La narración avanzó, mostrando jóvenes sonrientes en aulas limpias, adultos caminando en calles seguras, familias unidas bajo la supervisión del Consejo. Todo perfecto, inmutable, ordenado. La voz metálica cerró con la frase de siempre:
—El Reajuste no es un castigo. Es un honor. El Consejo asegura su vida. Confíen en él.
La pantalla se oscureció y las luces volvieron a encenderse. Un murmullo leve recorrió la sala, pronto silenciado por la entrada de los instructores.
Veyra apretó los labios. Cada palabra del video era un recordatorio de lo que había perdido. En su mente, la imagen de Eidan reemplazaba la del niño en la pantalla. No un símbolo, no una estadística: un hermano. Un ser humano convertido en un dato defectuoso. Juró, una vez más, que no permitiría que lo borraran.

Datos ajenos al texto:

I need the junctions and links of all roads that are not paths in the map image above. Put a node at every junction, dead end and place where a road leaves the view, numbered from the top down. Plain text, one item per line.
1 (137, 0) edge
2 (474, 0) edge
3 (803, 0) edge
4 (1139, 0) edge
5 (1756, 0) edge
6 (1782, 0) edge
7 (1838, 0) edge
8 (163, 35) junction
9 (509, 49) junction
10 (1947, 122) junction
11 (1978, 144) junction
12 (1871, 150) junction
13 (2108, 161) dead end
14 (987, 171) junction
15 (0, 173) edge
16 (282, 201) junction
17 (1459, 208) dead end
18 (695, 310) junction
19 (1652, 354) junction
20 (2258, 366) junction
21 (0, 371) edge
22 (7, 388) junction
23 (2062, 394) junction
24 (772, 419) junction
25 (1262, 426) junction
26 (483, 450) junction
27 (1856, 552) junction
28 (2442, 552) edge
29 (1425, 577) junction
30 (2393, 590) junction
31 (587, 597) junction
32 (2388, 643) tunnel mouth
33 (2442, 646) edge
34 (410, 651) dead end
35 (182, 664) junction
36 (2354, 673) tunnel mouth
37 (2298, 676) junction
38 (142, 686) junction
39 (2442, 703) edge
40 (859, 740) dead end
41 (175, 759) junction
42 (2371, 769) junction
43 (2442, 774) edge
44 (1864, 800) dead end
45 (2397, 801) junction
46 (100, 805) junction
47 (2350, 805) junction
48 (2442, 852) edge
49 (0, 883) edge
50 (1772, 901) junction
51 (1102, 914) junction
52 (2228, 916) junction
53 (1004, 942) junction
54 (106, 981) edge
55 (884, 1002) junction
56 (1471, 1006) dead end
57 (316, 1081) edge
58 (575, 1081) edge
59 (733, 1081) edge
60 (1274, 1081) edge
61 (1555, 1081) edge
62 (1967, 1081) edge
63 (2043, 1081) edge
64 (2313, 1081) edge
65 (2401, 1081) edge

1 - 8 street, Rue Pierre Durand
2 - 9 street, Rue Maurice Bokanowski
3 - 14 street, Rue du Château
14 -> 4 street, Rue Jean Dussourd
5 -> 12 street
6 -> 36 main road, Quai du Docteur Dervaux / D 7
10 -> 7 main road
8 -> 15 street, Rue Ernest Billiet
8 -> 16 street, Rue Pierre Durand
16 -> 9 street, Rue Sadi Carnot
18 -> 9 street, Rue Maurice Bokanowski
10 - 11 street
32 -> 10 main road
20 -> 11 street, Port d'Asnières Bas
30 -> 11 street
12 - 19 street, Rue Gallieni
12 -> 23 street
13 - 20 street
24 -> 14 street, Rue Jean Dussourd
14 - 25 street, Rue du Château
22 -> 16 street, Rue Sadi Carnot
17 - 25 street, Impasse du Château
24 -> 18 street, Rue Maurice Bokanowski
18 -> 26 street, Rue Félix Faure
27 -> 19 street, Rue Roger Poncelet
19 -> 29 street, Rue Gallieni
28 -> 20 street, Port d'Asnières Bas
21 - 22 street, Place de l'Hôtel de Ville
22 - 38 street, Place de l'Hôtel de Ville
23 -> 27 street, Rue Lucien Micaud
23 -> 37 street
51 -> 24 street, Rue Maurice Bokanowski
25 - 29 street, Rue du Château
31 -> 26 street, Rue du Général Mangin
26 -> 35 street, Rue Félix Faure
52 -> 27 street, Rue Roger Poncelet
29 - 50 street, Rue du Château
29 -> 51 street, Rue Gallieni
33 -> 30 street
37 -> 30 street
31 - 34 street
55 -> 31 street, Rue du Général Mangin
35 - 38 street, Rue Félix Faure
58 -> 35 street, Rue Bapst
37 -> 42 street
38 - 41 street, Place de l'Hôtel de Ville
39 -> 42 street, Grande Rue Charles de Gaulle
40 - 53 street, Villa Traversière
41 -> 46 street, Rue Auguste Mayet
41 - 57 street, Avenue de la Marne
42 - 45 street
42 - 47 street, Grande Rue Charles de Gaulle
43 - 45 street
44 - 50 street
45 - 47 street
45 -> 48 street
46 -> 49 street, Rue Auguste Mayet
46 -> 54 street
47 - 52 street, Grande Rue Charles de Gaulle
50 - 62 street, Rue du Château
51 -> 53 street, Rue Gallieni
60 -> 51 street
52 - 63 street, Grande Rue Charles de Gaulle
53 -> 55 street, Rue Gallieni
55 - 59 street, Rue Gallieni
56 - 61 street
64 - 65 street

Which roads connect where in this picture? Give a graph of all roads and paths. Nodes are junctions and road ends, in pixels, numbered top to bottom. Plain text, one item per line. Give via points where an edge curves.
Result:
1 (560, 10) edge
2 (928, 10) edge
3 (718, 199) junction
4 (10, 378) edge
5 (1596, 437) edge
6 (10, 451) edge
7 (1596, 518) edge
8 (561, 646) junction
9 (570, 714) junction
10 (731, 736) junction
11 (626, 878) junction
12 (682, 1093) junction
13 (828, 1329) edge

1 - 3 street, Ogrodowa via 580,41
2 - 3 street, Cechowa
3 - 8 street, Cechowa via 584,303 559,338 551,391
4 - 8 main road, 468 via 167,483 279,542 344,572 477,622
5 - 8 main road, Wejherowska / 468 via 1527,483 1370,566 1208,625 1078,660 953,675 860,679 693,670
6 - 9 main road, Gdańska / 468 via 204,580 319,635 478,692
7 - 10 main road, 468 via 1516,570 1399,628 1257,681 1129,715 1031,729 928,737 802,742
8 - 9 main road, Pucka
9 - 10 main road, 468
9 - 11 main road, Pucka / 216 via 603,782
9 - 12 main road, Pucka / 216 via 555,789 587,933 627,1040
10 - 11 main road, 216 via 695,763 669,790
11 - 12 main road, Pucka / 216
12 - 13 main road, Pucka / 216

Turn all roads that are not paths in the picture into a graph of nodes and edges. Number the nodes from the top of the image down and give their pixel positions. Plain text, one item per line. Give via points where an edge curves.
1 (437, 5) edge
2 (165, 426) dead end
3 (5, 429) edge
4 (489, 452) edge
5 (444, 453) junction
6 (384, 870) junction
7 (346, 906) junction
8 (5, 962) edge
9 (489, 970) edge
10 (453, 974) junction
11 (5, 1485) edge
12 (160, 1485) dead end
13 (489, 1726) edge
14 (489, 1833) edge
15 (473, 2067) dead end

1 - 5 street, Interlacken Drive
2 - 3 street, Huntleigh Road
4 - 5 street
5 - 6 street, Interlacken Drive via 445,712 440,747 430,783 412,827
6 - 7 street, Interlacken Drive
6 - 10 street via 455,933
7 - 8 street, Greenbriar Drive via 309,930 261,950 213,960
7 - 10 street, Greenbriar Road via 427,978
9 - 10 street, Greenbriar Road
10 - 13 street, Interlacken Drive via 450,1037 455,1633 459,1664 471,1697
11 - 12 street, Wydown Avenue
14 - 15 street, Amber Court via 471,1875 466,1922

Cassian bajó la mirada. Sabía qué debía sentir: orgullo, confianza, gratitud. Lo había practicado mil veces. Pero algo en su pecho se resistía. Algo que se había encendido el día que sus ojos se cruzaron con los de Veyra. Ella no lo sabía, pero ya se había convertido en la grieta por la que se colaban sus dudas.
Los jóvenes fueron puestos en pie, conducidos en filas hacia los talleres de disciplina. Nadie habló, nadie se desvió del camino. Todo estaba calculado al segundo.
Pero mientras avanzaban, Veyra y Cassian pensaban lo mismo, aunque desde orillas opuestas:
El Reajuste no era honor. Era condena.
Y en ese silencio compartido, sin mirarse, ambos comprendieron que algún día tendrían que elegir: obedecer… o arder.